Dynamic pricing is just a way to justify trackers.

The main issue, though, is simply that when people buy an EV they stop paying massive amount of tax on petrol/diesel.


Dynamic pricing is the only way to allocate a resource of fixed supply but hugely variable demand.

The alternative of building more and more road is untenable.


dynamic pricing can be trivially done with toll roads. Plenty of countries have toll roads with transponder tags. See, the big problem here is that you could share the transponder with a friends/family/co-workers and that makes spying more difficult. Doubleplusungood.

Therefore, we must install it right into your car, preferably at the factory, so you cannot remove it easily to make sure the spying data we get is of the highest quality.

They just want to spy on you, and with time control your car remotely, and they'll come up with all sorts of pretzel logic to justify it.

Spying. There are no other reasons.


I assume license plate readers are much less work and expense for everyone than transponders.

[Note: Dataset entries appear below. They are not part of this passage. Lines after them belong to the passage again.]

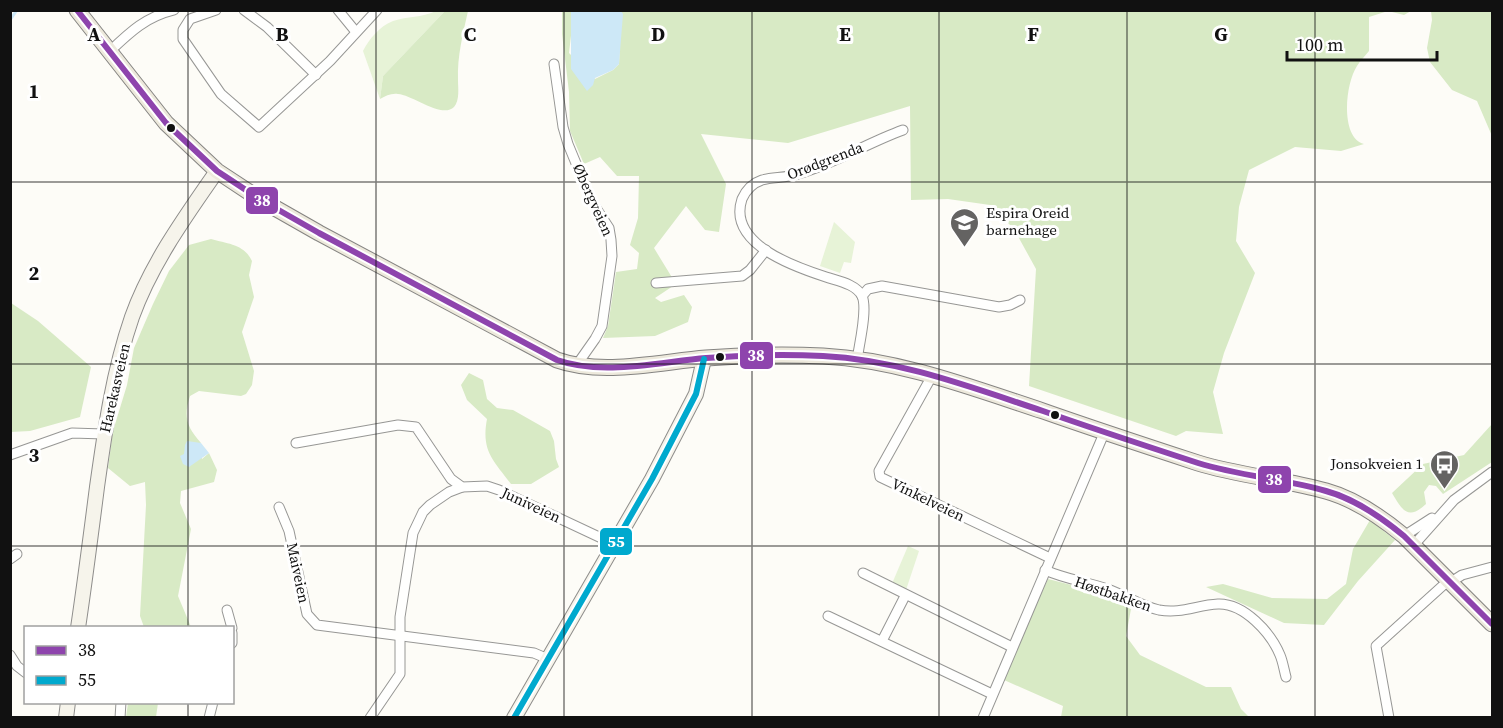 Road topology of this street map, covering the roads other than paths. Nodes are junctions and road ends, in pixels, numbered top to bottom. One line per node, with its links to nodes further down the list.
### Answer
1 (77, 10): 8 (main road)
2 (174, 10): 8 (street)
3 (216, 10): 10 (street)
4 (244, 10): 10 (street)
5 (338, 10): 7 (street)
6 (377, 10): 7 (street)
7 (356, 32): 10 (street)
8 (109, 52): 12 (main road)
9 (554, 64): 19 (street, Øbergveien)
10 (316, 75)
11 (903, 130): 13 (street, Orødgrenda)
12 (217, 171): 19 (main road); 22 (street, Harekasveien)
13 (766, 250): 14 (street); 15 (street, Orødgrenda)
14 (656, 283)
15 (862, 296): 16 (street); 18 (street)
16 (1020, 300)
17 (704, 358): 18 (main road); 19 (main road); 29 (street)
18 (857, 360): 20 (main road)
19 (576, 366)
20 (933, 374): 21 (main road); 30 (street, Vinkelveien)
21 (1105, 431): 28 (main road); 30 (street)
22 (105, 434): 24 (street); 39 (street, Harekasveien)
23 (296, 443): 26 (street)
24 (10, 455)
25 (1492, 472): 28 (street)
26 (462, 487): 29 (street, Juniveien); 41 (street)
27 (279, 507): 41 (street, Maiveien)
28 (1409, 541): 34 (main road)
29 (614, 544): 45 (street)
30 (1050, 558): 32 (street)
31 (1492, 567): 34 (street)
32 (1045, 570): 43 (street); 47 (street, Høstbakken)
33 (862, 573): 35 (street)
34 (1450, 581): 38 (main road); 52 (street)
35 (905, 596): 42 (street); 43 (street)
36 (227, 610): 40 (street)
37 (828, 616): 42 (street)
38 (1492, 624)
39 (78, 626)
40 (232, 626)
41 (400, 636): 45 (street, Maiveien); 49 (street)
42 (882, 641): 48 (street)
43 (1012, 647): 48 (street)
44 (10, 655): 46 (street)
45 (548, 659): 50 (street)
46 (24, 671)
47 (1287, 677)
48 (992, 694): 51 (street)
49 (370, 717)
50 (514, 717)
51 (983, 717)
52 (1389, 717) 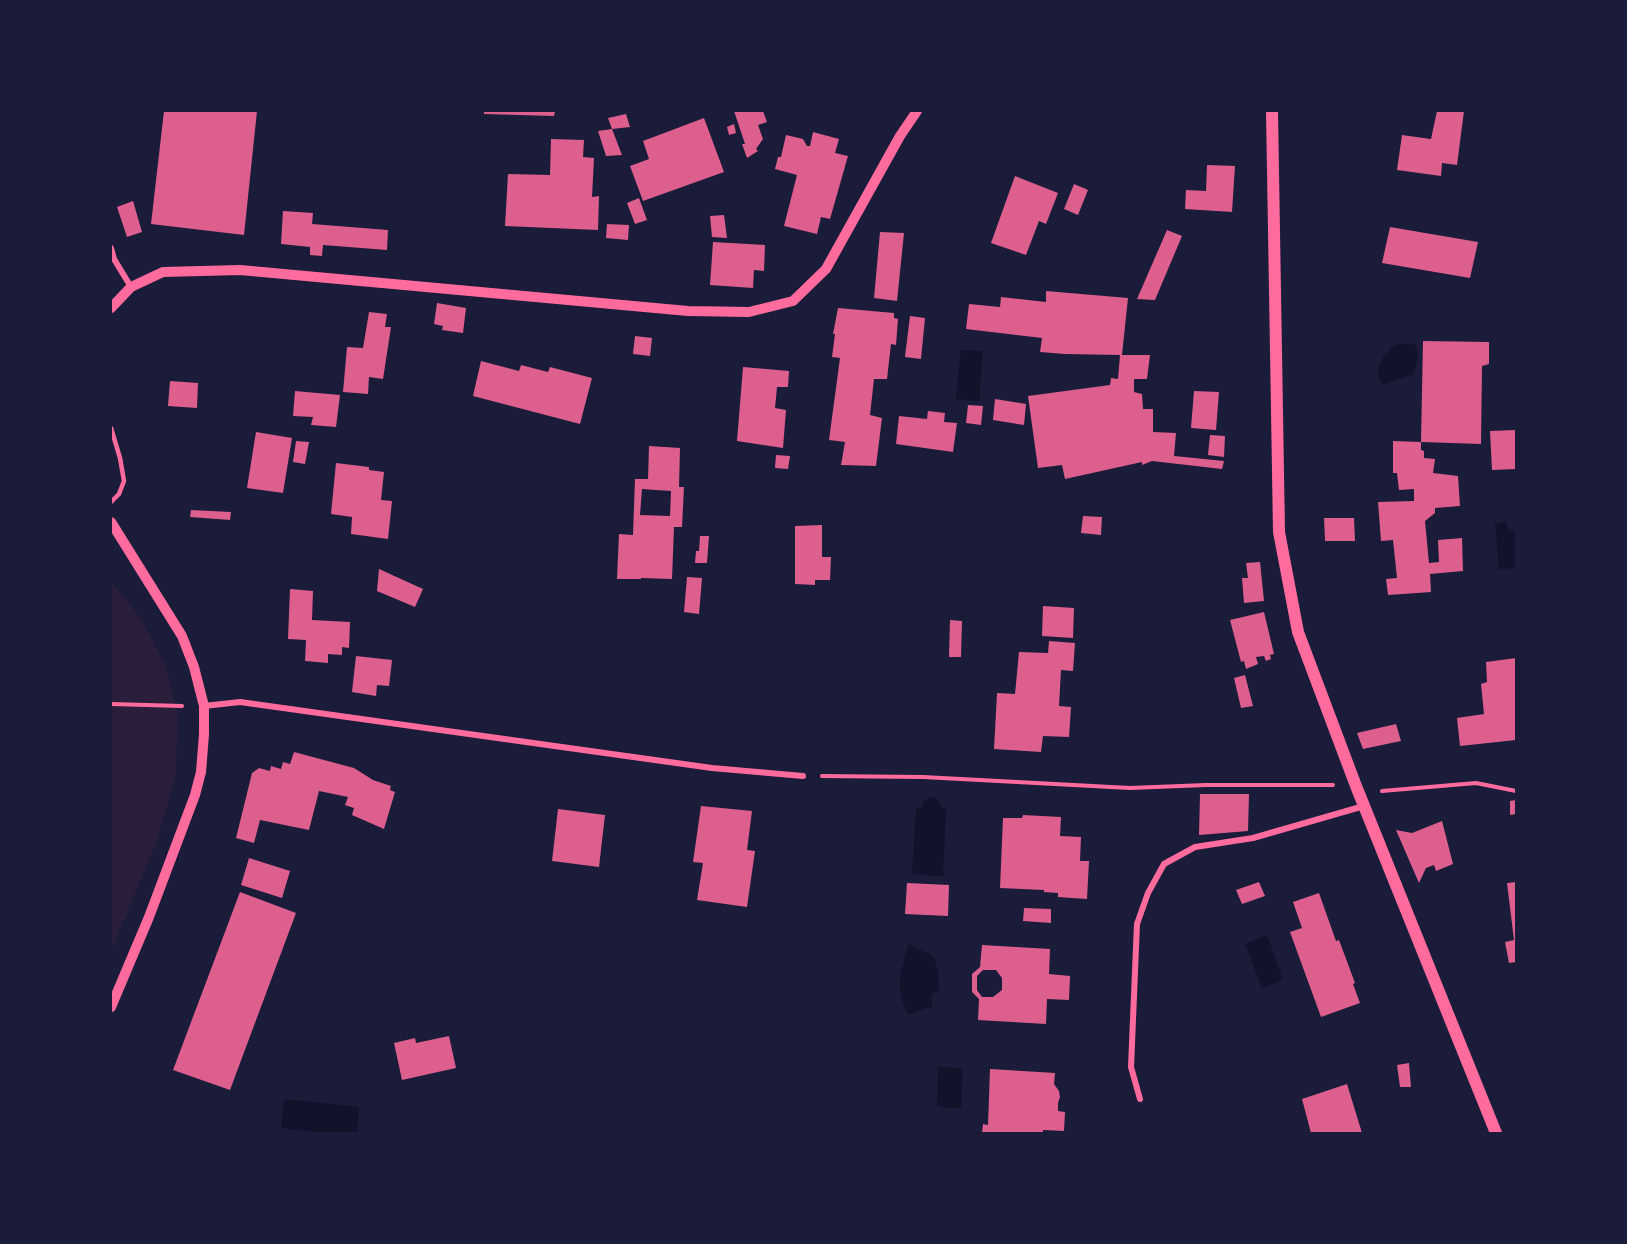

I love Canada’s system. I simply got a bill in the mail in the United States based on my license plate they read, and no need to slow down traffic or deal with toll booths, or get a specific transponder for Canada.


Except this is not an issue and, in any case, not the issue here.

Number of cars on the road depends on population at this point an on the housing model. We don't build "more and more roads" just to accommodate an infinitely growing number of cars. This is a mature market, no the 1950s or 1960s. If areas are deemed too congested there are already ways to limit congestion.

No, this is a tax income problem caused by EV but they are taking the 'opportunity' to bamboozle us into thinking that trackers and dynamic pricing is required and that there is no alternative.


I don't know why they do it, EVs already transmit all sorts of data that makes spying so much easier.

Is it just the creep factor they want to avoid, by making you do the performative act of installing the tracker yourself, and thus "consenting"?


> If areas are deemed too congested there are already ways to limit congestion.

Such as? I have not seen an alternative to variable rate tools in the US.


Here in the UK there may be congestion charges to enter certain zones, "Park and ride" schemes, limited and expensive parking space.

To install a tracker on every car along with all the infrastructure for handling and billing is calling a nuclear strike on a molehill. Again this is just some interests trying "to load the boat".


Yes, I can agree these on vehicle trackers are unnecessary, since license plate readers would do the job just as well.